Collected data entries:
****************************************

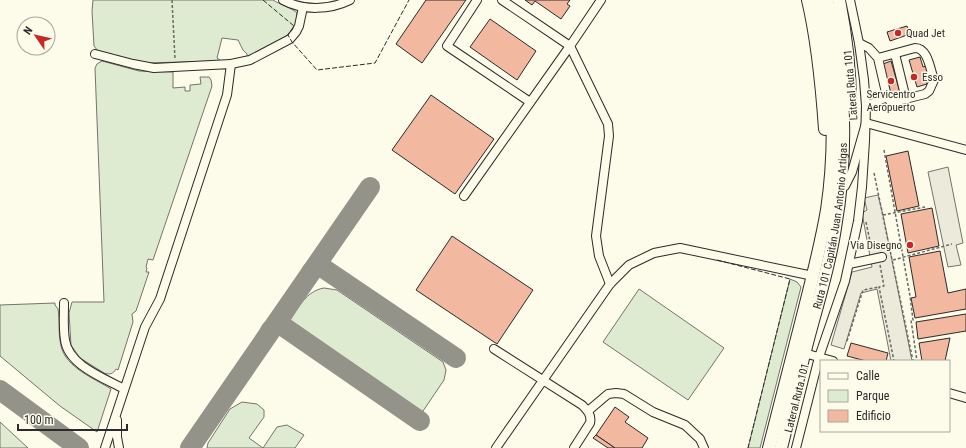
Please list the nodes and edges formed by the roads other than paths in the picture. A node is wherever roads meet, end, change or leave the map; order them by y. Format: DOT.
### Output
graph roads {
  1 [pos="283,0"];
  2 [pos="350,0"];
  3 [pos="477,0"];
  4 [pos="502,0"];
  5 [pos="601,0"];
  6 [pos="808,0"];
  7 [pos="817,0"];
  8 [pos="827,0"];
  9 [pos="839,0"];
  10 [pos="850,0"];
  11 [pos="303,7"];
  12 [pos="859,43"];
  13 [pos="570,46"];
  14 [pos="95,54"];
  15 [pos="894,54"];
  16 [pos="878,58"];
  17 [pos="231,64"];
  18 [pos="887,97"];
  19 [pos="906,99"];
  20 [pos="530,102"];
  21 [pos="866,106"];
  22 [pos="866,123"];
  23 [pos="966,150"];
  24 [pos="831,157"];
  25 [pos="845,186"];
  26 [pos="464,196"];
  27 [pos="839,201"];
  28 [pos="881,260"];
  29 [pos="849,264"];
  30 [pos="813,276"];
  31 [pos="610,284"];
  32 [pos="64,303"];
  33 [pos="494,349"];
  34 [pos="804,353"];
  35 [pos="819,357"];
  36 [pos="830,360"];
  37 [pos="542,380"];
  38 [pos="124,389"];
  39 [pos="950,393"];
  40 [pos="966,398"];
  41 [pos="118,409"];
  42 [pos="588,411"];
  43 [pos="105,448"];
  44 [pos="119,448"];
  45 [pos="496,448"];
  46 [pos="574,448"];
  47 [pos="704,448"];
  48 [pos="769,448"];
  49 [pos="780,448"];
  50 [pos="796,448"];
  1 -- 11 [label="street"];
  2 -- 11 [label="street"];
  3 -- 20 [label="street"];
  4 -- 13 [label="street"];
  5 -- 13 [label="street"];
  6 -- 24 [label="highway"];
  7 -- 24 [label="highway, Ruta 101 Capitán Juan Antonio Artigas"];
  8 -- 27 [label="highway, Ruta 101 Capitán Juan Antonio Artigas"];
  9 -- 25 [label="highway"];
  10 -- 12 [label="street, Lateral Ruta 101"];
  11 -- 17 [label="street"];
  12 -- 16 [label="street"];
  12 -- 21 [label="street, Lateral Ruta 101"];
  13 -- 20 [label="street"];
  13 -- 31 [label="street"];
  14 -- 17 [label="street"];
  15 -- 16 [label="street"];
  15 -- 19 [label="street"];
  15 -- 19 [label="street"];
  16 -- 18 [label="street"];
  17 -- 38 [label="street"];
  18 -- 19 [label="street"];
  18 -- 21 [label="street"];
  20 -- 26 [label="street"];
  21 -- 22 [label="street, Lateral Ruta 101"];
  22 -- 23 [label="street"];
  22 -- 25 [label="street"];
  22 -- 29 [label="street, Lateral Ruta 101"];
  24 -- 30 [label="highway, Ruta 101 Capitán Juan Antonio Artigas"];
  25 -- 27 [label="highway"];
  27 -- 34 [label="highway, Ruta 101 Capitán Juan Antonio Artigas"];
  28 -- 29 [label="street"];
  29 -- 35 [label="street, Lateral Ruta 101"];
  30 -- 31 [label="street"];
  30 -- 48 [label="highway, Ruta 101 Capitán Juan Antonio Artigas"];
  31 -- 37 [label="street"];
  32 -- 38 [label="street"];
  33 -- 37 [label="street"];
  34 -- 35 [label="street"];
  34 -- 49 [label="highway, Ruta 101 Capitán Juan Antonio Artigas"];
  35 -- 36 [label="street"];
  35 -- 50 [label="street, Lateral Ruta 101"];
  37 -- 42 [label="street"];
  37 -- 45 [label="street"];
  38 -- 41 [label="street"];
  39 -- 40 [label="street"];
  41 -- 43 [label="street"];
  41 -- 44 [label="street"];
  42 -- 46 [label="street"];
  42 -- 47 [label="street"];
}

****************************************

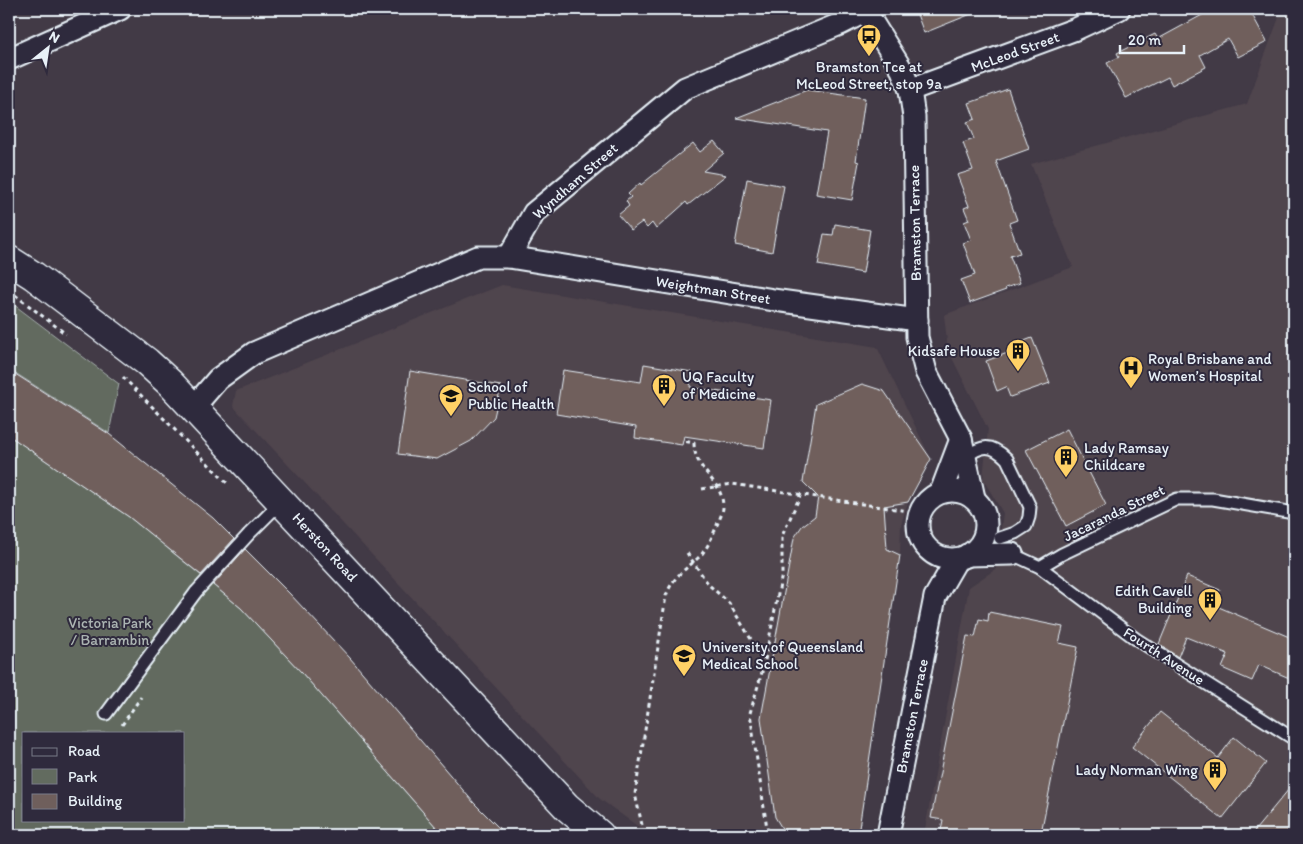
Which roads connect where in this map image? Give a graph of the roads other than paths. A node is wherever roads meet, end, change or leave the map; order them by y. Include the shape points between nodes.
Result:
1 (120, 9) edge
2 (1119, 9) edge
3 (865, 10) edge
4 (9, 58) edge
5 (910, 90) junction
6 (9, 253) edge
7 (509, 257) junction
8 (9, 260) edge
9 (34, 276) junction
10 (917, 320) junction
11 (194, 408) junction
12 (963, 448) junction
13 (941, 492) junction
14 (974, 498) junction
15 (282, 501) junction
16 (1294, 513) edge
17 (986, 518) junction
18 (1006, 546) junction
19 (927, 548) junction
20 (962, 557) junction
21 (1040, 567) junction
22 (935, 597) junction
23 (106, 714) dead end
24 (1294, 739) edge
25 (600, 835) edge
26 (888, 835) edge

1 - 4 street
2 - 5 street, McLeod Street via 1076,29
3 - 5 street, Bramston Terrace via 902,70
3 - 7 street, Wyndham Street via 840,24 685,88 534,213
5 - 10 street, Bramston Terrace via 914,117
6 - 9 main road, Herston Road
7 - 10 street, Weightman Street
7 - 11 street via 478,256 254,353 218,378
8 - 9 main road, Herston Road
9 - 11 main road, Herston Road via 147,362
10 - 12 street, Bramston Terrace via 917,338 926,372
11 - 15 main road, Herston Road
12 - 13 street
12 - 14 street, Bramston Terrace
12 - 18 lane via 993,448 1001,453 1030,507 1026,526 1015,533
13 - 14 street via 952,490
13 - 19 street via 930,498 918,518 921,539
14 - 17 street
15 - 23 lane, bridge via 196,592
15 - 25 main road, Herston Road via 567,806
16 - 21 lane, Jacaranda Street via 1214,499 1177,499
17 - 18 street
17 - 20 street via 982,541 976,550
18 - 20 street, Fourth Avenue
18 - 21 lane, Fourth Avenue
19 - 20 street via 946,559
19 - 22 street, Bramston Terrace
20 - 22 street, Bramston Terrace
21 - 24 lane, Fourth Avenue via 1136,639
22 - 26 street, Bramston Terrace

****************************************

What is needed: Look through the entries above, and wherever a line holds the string "lane", copy it.

Response to the task:
12 - 18 lane via 993,448 1001,453 1030,507 1026,526 1015,533
15 - 23 lane, bridge via 196,592
16 - 21 lane, Jacaranda Street via 1214,499 1177,499
18 - 21 lane, Fourth Avenue
21 - 24 lane, Fourth Avenue via 1136,639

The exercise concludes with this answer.